Céline Kosirnik, a sport-and-performance psychologist and researcher at the University of Lausanne, would call Reid’s outlook self-compassion. “We talk a lot in the sport world about mental toughness, and how you need to be strong, and you need to always surpass yourself, et cetera, and I agree: It is a world of performance. But we also need to learn to give ourselves kindness and support when we need it,” she told me.

Schmitt, too, has a tactic for this: Every time she walks through a doorway, she says a positive affirmation about herself. “One: You don’t realize how many doors you go through every day,” she told me, laughing. “Sometimes you stop under the door, and you’re like: What can I say that’s positive about myself?
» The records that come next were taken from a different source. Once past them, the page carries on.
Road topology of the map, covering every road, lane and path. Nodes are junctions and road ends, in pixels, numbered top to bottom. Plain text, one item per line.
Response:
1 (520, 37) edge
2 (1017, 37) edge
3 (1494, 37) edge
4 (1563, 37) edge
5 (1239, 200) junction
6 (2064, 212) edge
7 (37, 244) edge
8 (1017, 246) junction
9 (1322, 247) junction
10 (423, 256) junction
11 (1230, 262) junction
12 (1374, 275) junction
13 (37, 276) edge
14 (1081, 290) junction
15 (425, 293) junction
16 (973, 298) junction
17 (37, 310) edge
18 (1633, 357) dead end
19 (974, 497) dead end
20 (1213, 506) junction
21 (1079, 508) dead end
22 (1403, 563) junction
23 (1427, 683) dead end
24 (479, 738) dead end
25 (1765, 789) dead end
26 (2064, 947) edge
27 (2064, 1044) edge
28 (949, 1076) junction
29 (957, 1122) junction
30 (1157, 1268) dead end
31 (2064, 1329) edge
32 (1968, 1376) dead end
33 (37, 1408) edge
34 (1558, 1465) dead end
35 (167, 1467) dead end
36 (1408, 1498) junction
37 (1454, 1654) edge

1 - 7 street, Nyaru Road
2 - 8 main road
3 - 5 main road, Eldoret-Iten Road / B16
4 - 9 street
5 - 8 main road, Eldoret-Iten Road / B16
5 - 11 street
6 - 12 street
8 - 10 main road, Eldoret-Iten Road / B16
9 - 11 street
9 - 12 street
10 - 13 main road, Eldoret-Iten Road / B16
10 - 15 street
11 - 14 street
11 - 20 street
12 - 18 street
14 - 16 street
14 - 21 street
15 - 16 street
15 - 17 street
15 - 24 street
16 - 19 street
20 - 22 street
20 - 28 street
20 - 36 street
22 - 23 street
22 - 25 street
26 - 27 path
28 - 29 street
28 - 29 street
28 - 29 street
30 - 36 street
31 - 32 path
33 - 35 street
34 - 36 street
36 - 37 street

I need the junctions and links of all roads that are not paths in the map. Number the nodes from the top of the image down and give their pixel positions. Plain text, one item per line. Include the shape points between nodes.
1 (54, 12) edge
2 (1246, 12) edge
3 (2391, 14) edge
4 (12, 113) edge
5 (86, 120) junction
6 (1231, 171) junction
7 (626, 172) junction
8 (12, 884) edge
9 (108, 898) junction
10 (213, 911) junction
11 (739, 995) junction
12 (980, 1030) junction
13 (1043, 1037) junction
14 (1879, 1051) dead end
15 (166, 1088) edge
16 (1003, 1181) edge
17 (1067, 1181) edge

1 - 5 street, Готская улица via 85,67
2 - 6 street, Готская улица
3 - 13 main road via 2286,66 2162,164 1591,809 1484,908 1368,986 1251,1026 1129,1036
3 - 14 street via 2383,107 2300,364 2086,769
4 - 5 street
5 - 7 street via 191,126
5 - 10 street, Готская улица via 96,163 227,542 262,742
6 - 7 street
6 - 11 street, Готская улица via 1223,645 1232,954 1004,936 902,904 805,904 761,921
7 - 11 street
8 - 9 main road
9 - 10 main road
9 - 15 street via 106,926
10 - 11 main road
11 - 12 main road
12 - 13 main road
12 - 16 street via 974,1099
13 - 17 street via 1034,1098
It just helps you reframe that thinking and think of yourself more in a positive light.”

This type of thinking, Kosirnik said, can give athletes a competitive advantage. Not even the best of the best win every time: In her final two events of this Olympics, balance beam and floor, Biles came in fifth and third, respectively. Without self-compassion, athletes can spiral. They might lose sleep, or fail to properly fuel themselves. Their mental health deteriorates, and in training or at the next competition, their performance is negatively affected. The International Olympic Committee has unveiled a framework to help athletes prepare for life after competition; still, every person I spoke with for this story brought up the need for more mental-health support for athletes, whether it’s offered by teams, sports federations, or independent organizations. Until such support manifests, talking about these problems is the best tool that athletes have.